Oh, it's just the end of the game, face full of needles and that's how they left. extinct it's so suffocating how it jumps so high how long does this last there are levels like where is the boss fighter there is no internet no problem you know this would have been really cool like ten years ago before we had like a ton of apps and games we could play , but this would have been way cooler than Snake. You know, I feel like this new generation doesn't know what Snake is like. If you know what Snake is, we still play it on our flip phones or Nokia. phones like mspaint but for your phone no, it's nothing like mspaint if you try to make a bet with someone and they don't know how to play rock paper scissors you can tell Google to toss a coin and there you toss a coin. very useful simulator flip the queues again just making sure it's not rigged you can also ask him to roll a dice Wow look at all these useful Google tricks that you didn't know roll it to roll it again three better make it two what this is not random yes It's one, okay, I was going to say I'm calling the police, oh, they're different types of dice, so if you try to play Dungeons & Dragons, I've never played that in my life, oh wow, and you could take something away from me. so if you don't have one of these fancy dies, you can literally Google it.
Other cool tricks you can do to annoy boomers type "ask" and your page will tilt. Now you know what a bias means and your Google is ruined, it will annoy your OCD friends too, thanks. Gel, do a barrel roll and just spin, so you can basically order it to do all these things, oh, you can do it 1 million times, do a barrel roll a hundred times, huh? again again again yeah try looking up the apple pie recipe now Barbara recursion oh I'm like I spelled it right but it keeps saying do you mean recursion? the repeated application of a recursive procedure or definition, so it just repeats itself oh man, is this really annoying?
Because I think I wrote it right but it keeps saying Do you mean I keep clicking on the recommended one and it's still there? This is annoying.
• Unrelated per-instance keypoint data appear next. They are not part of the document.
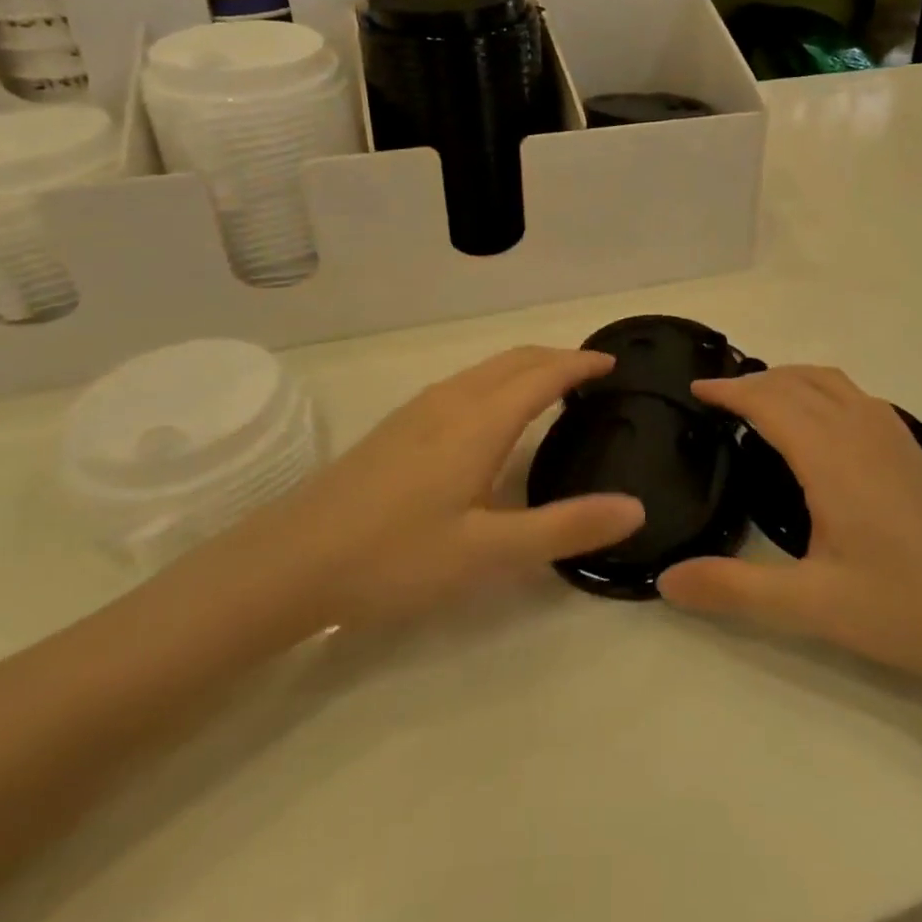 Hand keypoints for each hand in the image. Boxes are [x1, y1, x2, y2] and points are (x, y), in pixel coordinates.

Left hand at [226, 347, 643, 633]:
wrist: (286, 563)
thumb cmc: (394, 557)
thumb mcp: (488, 553)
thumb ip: (563, 528)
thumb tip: (635, 508)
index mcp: (479, 421)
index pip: (543, 374)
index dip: (580, 364)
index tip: (612, 363)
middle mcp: (451, 401)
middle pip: (514, 360)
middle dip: (556, 358)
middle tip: (590, 374)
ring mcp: (417, 411)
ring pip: (485, 370)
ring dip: (525, 368)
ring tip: (550, 388)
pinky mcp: (396, 427)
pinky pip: (463, 384)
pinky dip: (497, 382)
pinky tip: (490, 418)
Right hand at [657, 366, 921, 685]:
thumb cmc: (904, 609)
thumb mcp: (811, 606)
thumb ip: (733, 590)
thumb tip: (665, 580)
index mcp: (831, 455)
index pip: (769, 401)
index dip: (729, 390)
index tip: (695, 389)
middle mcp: (861, 429)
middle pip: (798, 381)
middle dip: (754, 380)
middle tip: (718, 398)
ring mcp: (894, 435)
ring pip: (831, 381)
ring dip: (789, 379)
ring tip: (761, 400)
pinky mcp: (914, 449)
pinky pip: (855, 395)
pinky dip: (821, 390)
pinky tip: (820, 425) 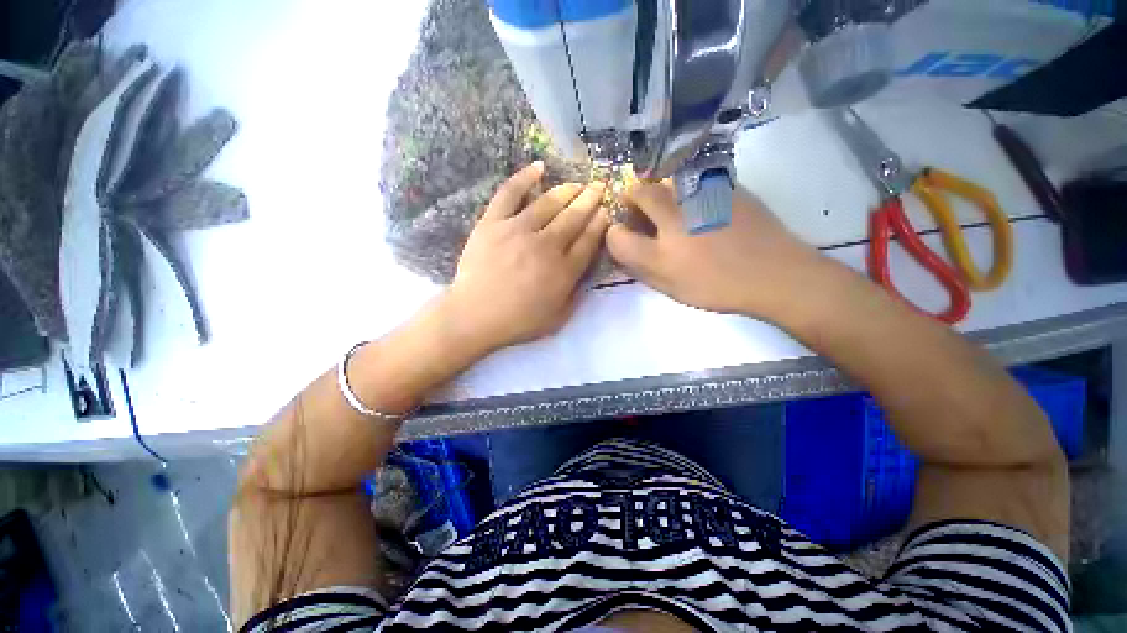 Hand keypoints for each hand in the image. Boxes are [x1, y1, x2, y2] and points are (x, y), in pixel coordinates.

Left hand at [442, 162, 609, 353]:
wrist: (475, 316)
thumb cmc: (518, 321)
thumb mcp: (558, 318)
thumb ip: (576, 294)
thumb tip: (587, 271)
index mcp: (563, 271)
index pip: (588, 240)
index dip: (599, 223)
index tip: (606, 210)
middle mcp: (546, 245)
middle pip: (573, 217)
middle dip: (589, 200)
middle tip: (598, 187)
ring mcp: (518, 230)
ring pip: (549, 203)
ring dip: (567, 190)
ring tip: (577, 183)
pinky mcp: (493, 223)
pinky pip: (510, 194)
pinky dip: (524, 178)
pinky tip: (539, 167)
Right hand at [606, 180, 822, 317]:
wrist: (775, 273)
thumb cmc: (719, 287)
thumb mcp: (673, 289)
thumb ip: (642, 270)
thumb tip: (625, 253)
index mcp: (663, 252)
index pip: (619, 237)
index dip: (613, 235)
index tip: (620, 234)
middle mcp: (677, 218)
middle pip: (639, 193)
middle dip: (631, 198)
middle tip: (637, 209)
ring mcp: (702, 195)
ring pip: (665, 179)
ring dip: (656, 190)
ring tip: (666, 206)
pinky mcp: (724, 184)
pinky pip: (692, 177)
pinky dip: (682, 187)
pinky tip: (695, 204) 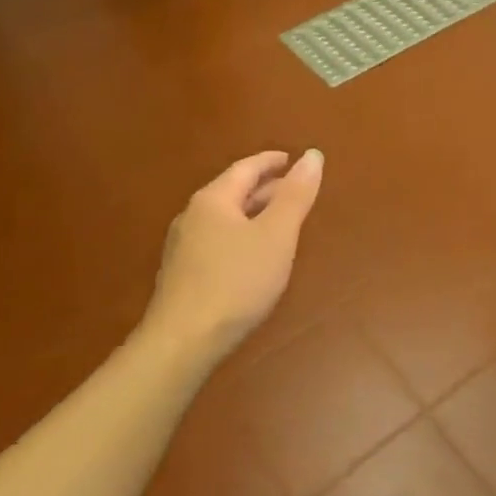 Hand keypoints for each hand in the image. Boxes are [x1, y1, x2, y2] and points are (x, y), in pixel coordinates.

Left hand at [144, 149, 323, 360]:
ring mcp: (184, 247)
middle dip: (265, 189)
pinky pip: (218, 242)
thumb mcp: (276, 235)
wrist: (183, 340)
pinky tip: (253, 256)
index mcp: (214, 200)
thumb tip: (313, 155)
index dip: (272, 162)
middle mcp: (193, 216)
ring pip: (225, 219)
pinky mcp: (183, 275)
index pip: (246, 168)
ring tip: (280, 221)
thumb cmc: (236, 281)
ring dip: (253, 214)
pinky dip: (241, 236)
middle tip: (295, 190)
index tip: (293, 159)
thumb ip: (295, 195)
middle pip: (233, 192)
I hate this two out of ten, half you know that everyone's life will be. a time when they say what is the meaning of life and you want some answers so you look for the answer to life and the number 42 appears why 42 why is 42 the answer to life the universe and everything in the Guide from the hitchhiker to the galaxy the answers to the fundamental question of life the universe and everything calculated by a supercomputer called deep thought over a period of 7.5 million years well, I hope so every time someone asks you about the number of luck stops saying 7, it is 42 because apparently it is a perfect strange number, flexible, but hey, it is in a magic cube of 3 by 3 by 3 where the numbers are 1 2 3 4 2 27 they are all at an intersection point, each column, row and pillar add up to 42.
I'm not impressed with what else you can do 42 the optimal angle for white light to refract through water and thus form a rainbow is between 40 point 89 and 42 degrees maybe I snorted that's why there are 42 members in the Illuminati everything makes sense now reason number 5 Google sets however Google is a billionaire and supposedly knows everything and their image search still sucks. I don't know comment below if you have any answers, but anyway that's all for today. I hope you enjoyed this video, if you did, we should. Like and comment button below, know some secret that I didn't mention in this video, make sure you get notified today and subscribe, join the Wolfpack.
I love you so much, thanks for watching, bye guys.